The original article gives some good examples:
- The (minority) businessman from Georgia who was relieved of $75,000 he’d raised from relatives to buy a resta> urant in Louisiana.
- The (minority) church leaders who were carrying nearly $30,000 from their Baltimore parishioners to carry out church activities in North Carolina and El Salvador.
- The young college grad with no criminal record on his way to a job interview out West who was relieved of $2,500 lent to him by his dad for the trip.
We (the United States) has officially become a third world country. As a kid, I remember warnings about cop in countries south of us.
sigh
I’ll tell you exactly how: Because they have the resources to file appeal after appeal until they bankrupt you waiting for a verdict, and license to harass and intimidate you every step of the way.
It can also be more costly to fight than to just drop it- I once got a $75 traffic ticket that should have gone to the car in front of me- I went to court and the judge found in my favor. The police appealed, I had to go back to court. The cop lied under oath, and they found against me. The cost for me to appeal that decision: $130, with no hard evidence to support either of us: So, I’m now looking at a third day of missed work, a total of six hours drive time, and double the original fine, just to take my chances.
I have a huge respect for police, and endless contempt for those who abuse their oath. Cops that abuse and steal from the people they’re supposed to be protecting from violence and theft should be publicly raped to death, their corpses desecrated, assets seized, and their families deported to the most lawless third world hell hole we can air drop them into.
Of course they’re not really. But police pretend they are so they have “probably cause” to “search for contraband”.
The average Canadian does not have enough melanin to trigger a traffic stop.
Correction…
The US is just one peel away from becoming a banana republic.
So… victim blaming already?
For some places, out of state plates are enough. Out of country plates are magically delicious.
Because they profile to only get poor and lower-middle class people in these traps. The poor and powerless have virtually no recourse or voice - and the police-industry know this.

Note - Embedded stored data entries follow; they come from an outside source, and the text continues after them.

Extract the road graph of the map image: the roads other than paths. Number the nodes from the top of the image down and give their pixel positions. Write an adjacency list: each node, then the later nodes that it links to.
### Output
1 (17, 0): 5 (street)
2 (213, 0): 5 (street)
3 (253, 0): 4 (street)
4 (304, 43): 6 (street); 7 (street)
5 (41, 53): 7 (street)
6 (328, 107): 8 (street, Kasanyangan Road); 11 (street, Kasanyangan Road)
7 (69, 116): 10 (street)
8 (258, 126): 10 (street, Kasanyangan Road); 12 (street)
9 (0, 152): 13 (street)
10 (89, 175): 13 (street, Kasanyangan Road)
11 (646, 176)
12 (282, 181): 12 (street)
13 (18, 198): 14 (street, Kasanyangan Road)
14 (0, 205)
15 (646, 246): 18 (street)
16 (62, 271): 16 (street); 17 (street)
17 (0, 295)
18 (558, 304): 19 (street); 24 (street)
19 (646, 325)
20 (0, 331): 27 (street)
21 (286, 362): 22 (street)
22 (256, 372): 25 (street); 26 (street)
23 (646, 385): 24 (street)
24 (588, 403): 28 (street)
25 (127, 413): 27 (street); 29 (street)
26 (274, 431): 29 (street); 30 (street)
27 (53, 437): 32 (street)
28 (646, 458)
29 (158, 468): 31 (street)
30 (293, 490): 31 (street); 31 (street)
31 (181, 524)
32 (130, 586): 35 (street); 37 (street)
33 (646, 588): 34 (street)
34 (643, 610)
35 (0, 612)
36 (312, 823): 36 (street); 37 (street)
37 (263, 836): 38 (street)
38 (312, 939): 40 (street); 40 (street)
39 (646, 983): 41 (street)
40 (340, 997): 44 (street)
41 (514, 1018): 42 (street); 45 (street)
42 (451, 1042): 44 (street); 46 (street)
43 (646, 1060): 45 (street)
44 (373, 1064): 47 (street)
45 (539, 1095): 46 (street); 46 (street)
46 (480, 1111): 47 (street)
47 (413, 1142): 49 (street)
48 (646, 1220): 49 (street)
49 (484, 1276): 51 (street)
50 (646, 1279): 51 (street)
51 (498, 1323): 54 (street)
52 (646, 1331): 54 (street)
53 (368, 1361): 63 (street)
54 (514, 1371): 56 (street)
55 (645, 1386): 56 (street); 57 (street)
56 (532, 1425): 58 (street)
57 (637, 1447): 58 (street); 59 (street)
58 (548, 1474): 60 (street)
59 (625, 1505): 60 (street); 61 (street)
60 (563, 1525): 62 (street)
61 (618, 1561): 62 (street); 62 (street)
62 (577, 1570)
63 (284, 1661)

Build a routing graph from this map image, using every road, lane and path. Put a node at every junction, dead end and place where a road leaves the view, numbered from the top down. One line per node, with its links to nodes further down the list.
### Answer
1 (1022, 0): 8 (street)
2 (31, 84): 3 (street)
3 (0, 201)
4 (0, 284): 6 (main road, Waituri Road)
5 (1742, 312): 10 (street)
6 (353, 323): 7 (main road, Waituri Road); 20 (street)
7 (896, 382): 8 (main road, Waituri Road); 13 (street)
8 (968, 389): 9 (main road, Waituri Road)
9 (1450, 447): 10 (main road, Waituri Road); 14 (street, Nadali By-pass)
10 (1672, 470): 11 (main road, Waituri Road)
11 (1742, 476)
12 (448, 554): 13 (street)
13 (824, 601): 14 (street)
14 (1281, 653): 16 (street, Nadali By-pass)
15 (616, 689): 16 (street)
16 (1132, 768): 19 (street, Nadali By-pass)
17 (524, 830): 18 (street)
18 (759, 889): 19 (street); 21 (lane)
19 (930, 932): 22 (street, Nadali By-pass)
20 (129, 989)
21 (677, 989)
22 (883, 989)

They fully understand if they nab a wealthy or politically connected person in their scam the pushback could crumble their system - So they don’t.
Yes but if the station is busy, that means we will take two to three times longer to get gas. Add to that we then have to estimate how much to put on the pump when we are dealing in a foreign currency and galleons instead of liters… it is just far easier to pay in cash.
You need to tell them your postcode before you’re allowed to buy gas? Who’s recording that? Does the government get to keep a log of where people are buying gas and where they live? Sounds like the start of a plan to take all your guns away.
But seriously, I always love discovering all these extra bits of weirdness from the Land of the Not Quite As Free As It’s Mythology Thinks.
US credit cards don;t have chips, so PINs can’t be used for offline transactions. A machine can’t check your signature, so I suppose that asking for a ZIP code is the next best thing.
So if you’ve stolen a card you’ve a pretty good guess as to how to buy gas with it? That’s helpful.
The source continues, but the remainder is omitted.